YOUR ASSIGNMENT
The full set of entries is to be returned word for word.

INFORMATION SHOWN

··········

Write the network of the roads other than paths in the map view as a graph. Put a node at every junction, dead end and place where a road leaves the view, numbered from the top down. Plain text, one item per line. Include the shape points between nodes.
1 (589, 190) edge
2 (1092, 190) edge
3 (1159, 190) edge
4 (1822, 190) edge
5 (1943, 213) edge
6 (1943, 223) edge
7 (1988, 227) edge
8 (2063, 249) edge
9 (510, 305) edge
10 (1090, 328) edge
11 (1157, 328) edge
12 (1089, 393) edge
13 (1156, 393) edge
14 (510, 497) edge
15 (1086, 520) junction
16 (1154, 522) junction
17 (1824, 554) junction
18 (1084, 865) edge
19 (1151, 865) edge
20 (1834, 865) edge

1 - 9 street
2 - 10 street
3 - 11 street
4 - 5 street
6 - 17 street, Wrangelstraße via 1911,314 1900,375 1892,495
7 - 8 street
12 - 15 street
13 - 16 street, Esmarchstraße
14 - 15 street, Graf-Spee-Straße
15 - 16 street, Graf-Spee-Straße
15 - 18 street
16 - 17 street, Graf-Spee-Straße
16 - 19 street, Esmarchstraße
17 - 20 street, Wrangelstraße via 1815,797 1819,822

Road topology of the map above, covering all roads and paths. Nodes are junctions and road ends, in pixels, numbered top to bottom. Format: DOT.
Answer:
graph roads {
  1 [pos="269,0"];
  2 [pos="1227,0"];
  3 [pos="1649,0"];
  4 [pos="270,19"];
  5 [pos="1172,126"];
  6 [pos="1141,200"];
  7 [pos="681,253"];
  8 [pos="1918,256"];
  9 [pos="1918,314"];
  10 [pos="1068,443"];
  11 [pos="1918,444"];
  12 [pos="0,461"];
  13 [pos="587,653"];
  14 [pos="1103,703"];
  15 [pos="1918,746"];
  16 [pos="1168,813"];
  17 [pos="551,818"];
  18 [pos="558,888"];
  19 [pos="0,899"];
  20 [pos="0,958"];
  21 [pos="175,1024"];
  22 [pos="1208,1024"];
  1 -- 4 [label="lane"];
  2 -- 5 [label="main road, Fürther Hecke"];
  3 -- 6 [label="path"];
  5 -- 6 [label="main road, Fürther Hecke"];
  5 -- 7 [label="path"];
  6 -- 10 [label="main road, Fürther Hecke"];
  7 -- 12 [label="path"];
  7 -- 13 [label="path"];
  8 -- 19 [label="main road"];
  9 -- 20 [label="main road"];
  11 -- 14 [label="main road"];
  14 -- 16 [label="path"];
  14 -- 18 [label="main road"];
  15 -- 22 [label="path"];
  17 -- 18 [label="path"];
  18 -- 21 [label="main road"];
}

··········

TASK SOLUTION
Write the network of the roads other than paths in the map view as a graph. Put a node at every junction, dead end and place where a road leaves the view, numbered from the top down. Plain text, one item per line. Include the shape points between nodes.
1 (589, 190) edge
2 (1092, 190) edge
3 (1159, 190) edge
4 (1822, 190) edge
5 (1943, 213) edge
6 (1943, 223) edge
7 (1988, 227) edge
8 (2063, 249) edge
9 (510, 305) edge
10 (1090, 328) edge
11 (1157, 328) edge
12 (1089, 393) edge
13 (1156, 393) edge
14 (510, 497) edge
15 (1086, 520) junction
16 (1154, 522) junction
17 (1824, 554) junction
18 (1084, 865) edge
19 (1151, 865) edge
20 (1834, 865) edge

1 - 9 street
2 - 10 street
3 - 11 street
4 - 5 street
6 - 17 street, Wrangelstraße via 1911,314 1900,375 1892,495
7 - 8 street
12 - 15 street
13 - 16 street, Esmarchstraße
14 - 15 street, Graf-Spee-Straße
15 - 16 street, Graf-Spee-Straße
15 - 18 street
16 - 17 street, Graf-Spee-Straße
16 - 19 street, Esmarchstraße
17 - 20 street, Wrangelstraße via 1815,797 1819,822

Road topology of the map above, covering all roads and paths. Nodes are junctions and road ends, in pixels, numbered top to bottom. Format: DOT.
Answer:
graph roads {
  1 [pos="269,0"];
  2 [pos="1227,0"];
  3 [pos="1649,0"];
  4 [pos="270,19"];
  5 [pos="1172,126"];
  6 [pos="1141,200"];
  7 [pos="681,253"];
  8 [pos="1918,256"];
  9 [pos="1918,314"];
  10 [pos="1068,443"];
  11 [pos="1918,444"];
  12 [pos="0,461"];
  13 [pos="587,653"];
  14 [pos="1103,703"];
  15 [pos="1918,746"];
  16 [pos="1168,813"];
  17 [pos="551,818"];
  18 [pos="558,888"];
  19 [pos="0,899"];
  20 [pos="0,958"];
  21 [pos="175,1024"];
  22 [pos="1208,1024"];
  1 -- 4 [label="lane"];
  2 -- 5 [label="main road, Fürther Hecke"];
  3 -- 6 [label="path"];
  5 -- 6 [label="main road, Fürther Hecke"];
  5 -- 7 [label="path"];
  6 -- 10 [label="main road, Fürther Hecke"];
  7 -- 12 [label="path"];
  7 -- 13 [label="path"];
  8 -- 19 [label="main road"];
  9 -- 20 [label="main road"];
  11 -- 14 [label="main road"];
  14 -- 16 [label="path"];
  14 -- 18 [label="main road"];
  15 -- 22 [label="path"];
  17 -- 18 [label="path"];
  18 -- 21 [label="main road"];
}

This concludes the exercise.